Skin cancer is among the most common forms of cancer worldwide, and its early detection plays a crucial role in improving patient survival rates. However, existing automated systems based purely on deep learning often lack interpretability and do not incorporate clinical reasoning. In this work, we propose an explainable Clinical Decision Support System (CDSS) for binary skin cancer classification using a hybrid feature fusion approach. The model combines deep features extracted from a pretrained ResNet18 network with handcrafted texture features obtained from Gray-Level Co-occurrence Matrix (GLCM) and wavelet transforms. This combination enables better differentiation between benign and malignant lesions by capturing both high-level and fine-grained image characteristics.

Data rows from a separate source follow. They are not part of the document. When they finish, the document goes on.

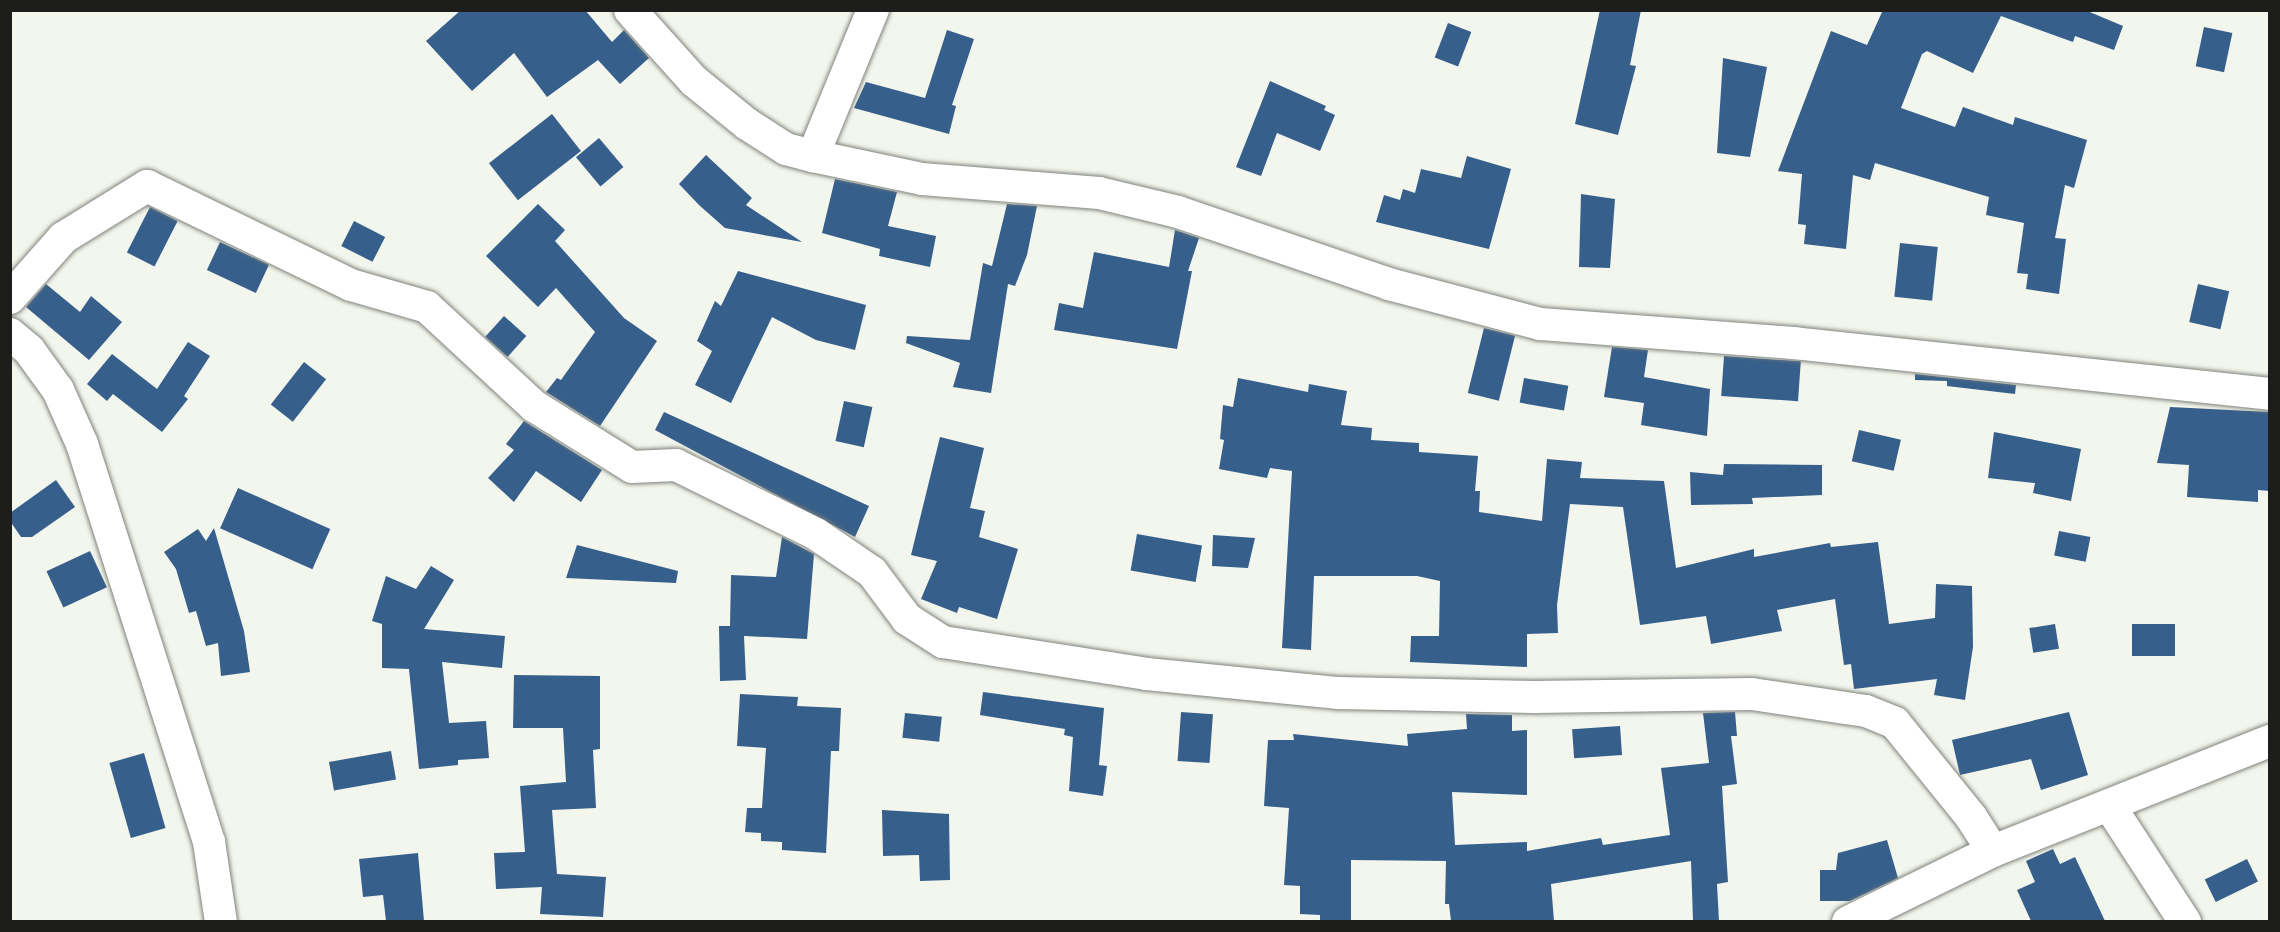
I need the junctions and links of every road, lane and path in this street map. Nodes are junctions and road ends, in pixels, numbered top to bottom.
1 (630, 10) edge
2 (873, 10) edge
3 (813, 156) junction
4 (10, 298) edge
5 (10, 334) edge
6 (2270, 394) edge
7 (2270, 741) edge
8 (2111, 808) junction
9 (1993, 851) junction
10 (221, 921) edge
11 (1848, 921) edge
12 (2185, 921) edge

1 - 3 street
2 - 3 street
3 - 6 street
4 - 9 street
5 - 10 street
7 - 8 street
8 - 9 street
8 - 12 street
9 - 11 street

Additionally, the system integrates ABCDE-based clinical rules for risk assessment and utilizes Grad-CAM to provide visual explanations of model predictions. Experimental evaluation on the HAM10000 dataset shows that the proposed approach achieves an accuracy of 84.23% and a malignant recall of 80.89%, outperforming baseline CNN models. The results demonstrate that the system not only improves prediction performance but also enhances transparency, making it more suitable for real-world clinical decision support.
Introduction
The text presents a deep learning–based Clinical Decision Support System (CDSS) for skin cancer detection, designed to improve both accuracy and interpretability in medical diagnosis.
Skin cancer, especially melanoma, requires early detection, but traditional diagnosis is subjective and depends heavily on dermatologist expertise. While deep learning models like CNNs (ResNet, DenseNet, EfficientNet) have improved classification performance, they often act as black-box systems and ignore clinically meaningful reasoning such as the ABCDE rule (Asymmetry, Border, Color, Diameter, Evolution), limiting trust and real-world adoption.
To address this, the proposed system introduces a hybrid explainable framework that combines:
Deep features from ResNet18
Handcrafted texture features using GLCM and wavelet transforms
Clinical ABCDE-based rule analysis for structured assessment
Grad-CAM for visual explanation of predictions
These features are fused and used for binary classification of skin lesions (benign vs malignant). The system is evaluated on the HAM10000 dataset, achieving 84.23% accuracy and 80.89% malignant recall, while also improving interpretability.
The literature review shows that existing methods either achieve good accuracy or good feature extraction, but rarely combine deep learning, handcrafted features, clinical rules, and explainability together. Most prior works also lack transparency, making clinical adoption difficult.
Conclusion
This study presents an explainable Clinical Decision Support System for binary skin cancer detection using a hybrid feature fusion approach. By combining deep features from ResNet18 with handcrafted texture descriptors such as GLCM and wavelet transforms, the system effectively captures both high-level and fine-grained characteristics of skin lesions.
The experimental results on the HAM10000 dataset demonstrate an accuracy of 84.23% and a malignant recall of 80.89%, indicating strong performance in identifying cancerous cases. The inclusion of ABCDE-based clinical analysis and Grad-CAM visualization further enhances interpretability, making the system more aligned with real-world clinical practices.
Overall, the integration of feature fusion, clinical reasoning, and explainable AI provides a reliable and practical framework for AI-assisted dermatological screening, with potential to support early diagnosis and improve decision-making in healthcare settings.